When he gave his Nobel (prize) lecture at Uppsala University, Professor Vernon Smith vigorously promoted the idea that everyone is a natural trader, and virtually from childhood are inclined to incite and/or participate in trades of one type or another. For what it is worth, I and many others are inclined to regard this as an indisputable fact of life! Accordingly, this is probably why, when he was in Australia, Professor Smith maintained that theoretical evidence could be obtained to support the efficacy of electricity deregulation by, among other things, some simple ‘experiments’ that entailed creating a facsimile of the trading that takes place on actual exchanges.

 

Here it needs to be underlined that Professor Smith was awarded his Nobel some years later because of his ability to convince the intellectually underprivileged gentlemen on the Nobel committee (via his publications) that economics had become a fully-fledged experimental science, which immediately reminds me some words of Graham Greene: “such naiveté is a form of madness.” The brilliant work of Professor Smith on production theory was completely overlooked, and instead lavish praise and recognition was accorded some highly structured burlesques that involved a few dollars being passed back and forth among bosom friends in a comfortable seminar room. Eventually these exercises were judged to be equivalent to the kind of investigations that he and other students carried out in their engineering or science studies.

 

The prospects for electricity deregulation in Australia are still uncertain, at least to me, however for my purposes it is sufficient to note that the outcome in South Australia was a widely advertised failure. New South Wales seems to have avoided any traumatic adjustments, however the derivatives market in Sydney is best described as a fiasco, which should have considerable significance when the excess generating capacity in that state disappears. Unfortunately, I do not have any information about the overall trading situation in that great country, but in the light of results from the rest of the world, it might be suggested that any resounding successes are unlikely.

 

“We believe that the energy trading model is fundamentally flawed,” observed John Diaz, managing director of the power and energy team at Moody’s Investor Services. This is the polite way of putting it, however I prefer the explanation of one of the greatly disappointed clients of a trading firm that was cited in Business Week (December 9, 2002): “All traders offered us was manipulation. My position is goodbye and good riddance.”

 

But manipulation is the name of the deregulation game, as many consumers and businesses on the buy side of the market have found out in Brazil, South Australia, Ontario and Alberta (Canada), Sweden and Norway, as well as California, Montana and points east, west, north and south inside and outside the United States. They are going to find it out elsewhere too, because as the Swedish journalist Mattias Lundbäck once observed about the situation in Scandinavia, “profit maximization and plentiful electricity were a contradiction in terms.” Let me emphasize that this is not a political assertion, since among other things it was published in the most conservative newspaper in Sweden.

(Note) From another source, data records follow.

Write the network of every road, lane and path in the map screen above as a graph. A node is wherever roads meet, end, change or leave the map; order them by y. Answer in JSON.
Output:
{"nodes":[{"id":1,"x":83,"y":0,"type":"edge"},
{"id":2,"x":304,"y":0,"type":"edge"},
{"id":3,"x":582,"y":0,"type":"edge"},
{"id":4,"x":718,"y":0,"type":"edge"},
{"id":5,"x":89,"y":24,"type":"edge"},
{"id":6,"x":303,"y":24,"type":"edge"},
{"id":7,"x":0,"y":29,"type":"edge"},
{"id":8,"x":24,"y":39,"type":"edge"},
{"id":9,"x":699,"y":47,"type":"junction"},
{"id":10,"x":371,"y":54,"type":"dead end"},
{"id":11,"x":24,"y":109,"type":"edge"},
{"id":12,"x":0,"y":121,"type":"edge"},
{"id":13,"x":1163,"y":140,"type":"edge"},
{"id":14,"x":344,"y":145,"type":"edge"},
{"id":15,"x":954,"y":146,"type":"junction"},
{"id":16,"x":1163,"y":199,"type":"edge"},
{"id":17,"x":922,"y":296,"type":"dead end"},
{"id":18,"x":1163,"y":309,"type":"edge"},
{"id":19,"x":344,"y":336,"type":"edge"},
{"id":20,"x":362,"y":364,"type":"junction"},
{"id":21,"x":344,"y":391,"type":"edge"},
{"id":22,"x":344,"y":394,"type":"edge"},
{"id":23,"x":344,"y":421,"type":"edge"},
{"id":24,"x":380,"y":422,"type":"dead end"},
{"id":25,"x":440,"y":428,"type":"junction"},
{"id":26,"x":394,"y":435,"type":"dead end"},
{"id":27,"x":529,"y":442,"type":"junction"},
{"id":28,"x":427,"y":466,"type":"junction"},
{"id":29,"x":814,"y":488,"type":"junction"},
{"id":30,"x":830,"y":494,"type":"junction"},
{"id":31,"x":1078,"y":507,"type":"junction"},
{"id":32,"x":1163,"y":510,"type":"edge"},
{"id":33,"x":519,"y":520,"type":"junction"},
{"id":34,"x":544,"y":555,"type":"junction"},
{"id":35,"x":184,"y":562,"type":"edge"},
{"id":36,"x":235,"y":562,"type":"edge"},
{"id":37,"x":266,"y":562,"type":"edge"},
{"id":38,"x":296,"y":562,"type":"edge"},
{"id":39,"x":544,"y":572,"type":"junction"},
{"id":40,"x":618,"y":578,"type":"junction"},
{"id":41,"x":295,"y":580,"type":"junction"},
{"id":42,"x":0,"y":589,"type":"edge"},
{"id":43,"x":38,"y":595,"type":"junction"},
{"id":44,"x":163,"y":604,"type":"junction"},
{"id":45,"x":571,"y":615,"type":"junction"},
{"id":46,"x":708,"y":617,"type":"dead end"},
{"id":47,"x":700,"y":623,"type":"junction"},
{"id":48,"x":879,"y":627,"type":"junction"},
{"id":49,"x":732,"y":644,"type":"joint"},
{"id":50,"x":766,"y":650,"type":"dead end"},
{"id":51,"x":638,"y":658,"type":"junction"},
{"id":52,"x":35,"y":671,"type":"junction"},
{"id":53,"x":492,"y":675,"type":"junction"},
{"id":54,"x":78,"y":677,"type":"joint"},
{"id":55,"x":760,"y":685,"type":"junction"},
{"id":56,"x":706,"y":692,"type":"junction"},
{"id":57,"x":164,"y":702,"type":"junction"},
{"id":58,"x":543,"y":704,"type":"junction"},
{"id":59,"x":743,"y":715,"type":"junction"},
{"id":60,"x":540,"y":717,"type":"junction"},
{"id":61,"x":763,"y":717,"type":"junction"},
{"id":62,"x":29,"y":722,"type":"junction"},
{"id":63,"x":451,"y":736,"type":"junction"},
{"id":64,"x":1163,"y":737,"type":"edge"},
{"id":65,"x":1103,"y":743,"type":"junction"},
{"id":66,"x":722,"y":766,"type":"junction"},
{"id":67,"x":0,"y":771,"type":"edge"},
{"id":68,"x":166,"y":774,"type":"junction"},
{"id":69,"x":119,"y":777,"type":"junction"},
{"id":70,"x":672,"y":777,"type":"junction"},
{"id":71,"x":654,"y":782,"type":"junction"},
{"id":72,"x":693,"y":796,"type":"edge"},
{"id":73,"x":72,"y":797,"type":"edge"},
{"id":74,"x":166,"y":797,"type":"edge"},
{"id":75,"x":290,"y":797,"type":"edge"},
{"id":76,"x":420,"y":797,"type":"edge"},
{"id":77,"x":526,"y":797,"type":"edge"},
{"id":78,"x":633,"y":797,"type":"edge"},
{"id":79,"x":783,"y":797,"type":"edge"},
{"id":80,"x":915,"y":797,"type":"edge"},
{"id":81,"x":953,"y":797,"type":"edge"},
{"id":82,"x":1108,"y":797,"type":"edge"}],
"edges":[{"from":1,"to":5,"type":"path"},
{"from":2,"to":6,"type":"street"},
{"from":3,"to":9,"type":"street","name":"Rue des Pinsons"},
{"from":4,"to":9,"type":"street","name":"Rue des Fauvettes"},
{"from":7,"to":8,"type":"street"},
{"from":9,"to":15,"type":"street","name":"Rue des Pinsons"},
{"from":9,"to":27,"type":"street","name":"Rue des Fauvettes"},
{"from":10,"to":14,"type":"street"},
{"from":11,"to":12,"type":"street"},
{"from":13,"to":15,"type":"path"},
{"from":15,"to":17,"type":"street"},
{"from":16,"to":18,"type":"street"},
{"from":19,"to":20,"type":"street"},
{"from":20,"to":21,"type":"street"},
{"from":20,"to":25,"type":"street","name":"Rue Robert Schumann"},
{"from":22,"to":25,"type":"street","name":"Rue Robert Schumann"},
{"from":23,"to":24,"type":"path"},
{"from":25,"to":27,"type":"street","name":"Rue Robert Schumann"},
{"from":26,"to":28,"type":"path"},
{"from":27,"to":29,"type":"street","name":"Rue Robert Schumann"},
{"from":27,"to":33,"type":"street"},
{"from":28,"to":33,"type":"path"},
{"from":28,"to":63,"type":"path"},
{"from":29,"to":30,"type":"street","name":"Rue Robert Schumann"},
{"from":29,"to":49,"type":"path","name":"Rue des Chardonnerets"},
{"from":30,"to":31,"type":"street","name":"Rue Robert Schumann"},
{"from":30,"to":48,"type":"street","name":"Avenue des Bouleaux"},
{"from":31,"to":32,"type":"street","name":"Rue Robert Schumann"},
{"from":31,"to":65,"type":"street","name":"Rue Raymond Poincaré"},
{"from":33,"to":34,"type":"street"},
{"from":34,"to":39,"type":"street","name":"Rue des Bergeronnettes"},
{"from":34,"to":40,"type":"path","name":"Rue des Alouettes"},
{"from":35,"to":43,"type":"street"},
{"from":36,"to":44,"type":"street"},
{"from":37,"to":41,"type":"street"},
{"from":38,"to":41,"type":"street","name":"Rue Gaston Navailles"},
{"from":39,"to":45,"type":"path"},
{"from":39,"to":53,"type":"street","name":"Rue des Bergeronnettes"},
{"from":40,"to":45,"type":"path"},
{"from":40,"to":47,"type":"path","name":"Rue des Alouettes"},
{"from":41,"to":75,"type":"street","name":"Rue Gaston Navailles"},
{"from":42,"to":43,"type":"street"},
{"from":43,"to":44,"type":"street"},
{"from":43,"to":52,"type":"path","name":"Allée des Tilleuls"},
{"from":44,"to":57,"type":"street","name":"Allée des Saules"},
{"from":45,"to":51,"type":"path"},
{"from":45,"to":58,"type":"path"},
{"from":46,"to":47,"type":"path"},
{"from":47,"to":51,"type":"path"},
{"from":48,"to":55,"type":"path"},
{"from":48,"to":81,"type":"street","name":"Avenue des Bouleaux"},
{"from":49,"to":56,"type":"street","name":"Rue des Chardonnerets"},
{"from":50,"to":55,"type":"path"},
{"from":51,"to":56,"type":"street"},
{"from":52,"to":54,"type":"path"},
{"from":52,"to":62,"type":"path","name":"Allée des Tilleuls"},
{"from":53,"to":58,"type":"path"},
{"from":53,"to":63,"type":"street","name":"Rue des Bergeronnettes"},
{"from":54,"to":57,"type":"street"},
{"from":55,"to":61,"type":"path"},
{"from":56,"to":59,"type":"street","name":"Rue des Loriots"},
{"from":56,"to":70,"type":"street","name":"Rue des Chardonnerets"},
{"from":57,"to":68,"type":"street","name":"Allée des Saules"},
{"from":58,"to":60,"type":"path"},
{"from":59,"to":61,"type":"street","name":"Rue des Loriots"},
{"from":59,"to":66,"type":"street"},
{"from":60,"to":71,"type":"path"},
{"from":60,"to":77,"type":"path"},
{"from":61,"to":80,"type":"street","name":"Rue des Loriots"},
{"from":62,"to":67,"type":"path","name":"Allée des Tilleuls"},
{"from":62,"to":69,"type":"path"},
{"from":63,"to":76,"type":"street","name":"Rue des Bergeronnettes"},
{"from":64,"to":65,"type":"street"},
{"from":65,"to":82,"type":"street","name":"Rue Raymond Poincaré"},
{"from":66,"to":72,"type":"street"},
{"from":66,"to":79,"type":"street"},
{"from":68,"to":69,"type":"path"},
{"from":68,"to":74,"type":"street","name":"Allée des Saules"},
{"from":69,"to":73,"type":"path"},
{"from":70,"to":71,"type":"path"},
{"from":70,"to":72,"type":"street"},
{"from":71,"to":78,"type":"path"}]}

Instead, it is a statement about the oligopolistic structure of a deregulated electricity market, and how it influences the behaviour of firms.

 

SOME ASPECTS OF THE NATURAL GAS STORY

 

When I think of natural gas, I think first of a former director of British Gas, Mr Robert Evans, who spoke of the “half-baked” fracturing of the gas market that the EU Energy Directorate wanted to see imposed, and which in his opinion would lead to a palpable reduction in the efficiency of that market. If by that he meant higher gas prices, elementary economics immediately provides the relevant logic: economies of scale in transmission and compression, and probably storage, would not be fully realized because the increase in uncertainty would result in a scaling down of physical investment. (There is also the matter, in Europe and perhaps elsewhere, of pseudo-competition on the buy side of the market, facing oligopoly or monopoly on the supply side.)

 

I also think of a long lecture that I gave in Hong Kong in which the expression “contestable market” was used by a deregulation enthusiast. [A contestable market is one in which entry is absolutely free and exit is absolutely costless.] Normally, I would not have remembered that inapplicable intrusion except that I encountered it again in one of those unread learned journals that take up so much space in university libraries. As far as I am concerned, in the context of capital intensive industries such as gas and electricity, the assumptions underlying contestability are completely inapplicable! The best simple argument supporting this opinion can be found in Schotter (2005).

 

A very elaborate exposition in favor of the complete deregulation of natural gas, which is based on the ostensible presence of contestability, can be found in the work of Arthur S. DeVany and W. David Walls (1995). David Walls is a brilliant energy economist, while DeVany is versatile enough to write about the interplay of economics and Hollywood; however their book on gas is a little special. It’s the kind of book that a fictional hero (named Howard Rourke) of the very special author Ann Rand, might have written if he had lost his inclination to blow up low-income housing projects.

 

These two scholars claim contestability for the gas market, insisting that despite the beliefs of economics teachers such as myself, once gas sources and pipelines are deregulated to an extent that anyone with the urge can buy, sell, and transport gas, concepts like regulation and ‘natural monopolies’ could be viewed as nothing less than part of a socialistic plot against Mr and Ms Consumers. Let me note that these gentlemen completely ignored or forgot about storage, which is the kind of mistake that in certain real-world situations could result in some embarrassing questions being asked about what planet they were on. (See, e.g. Esnault (2003).) Moreover, they ignored or forgot that the theoretical economics of ‘lumpy investments’ is very different from the neo-classical dogma generally presented undergraduates.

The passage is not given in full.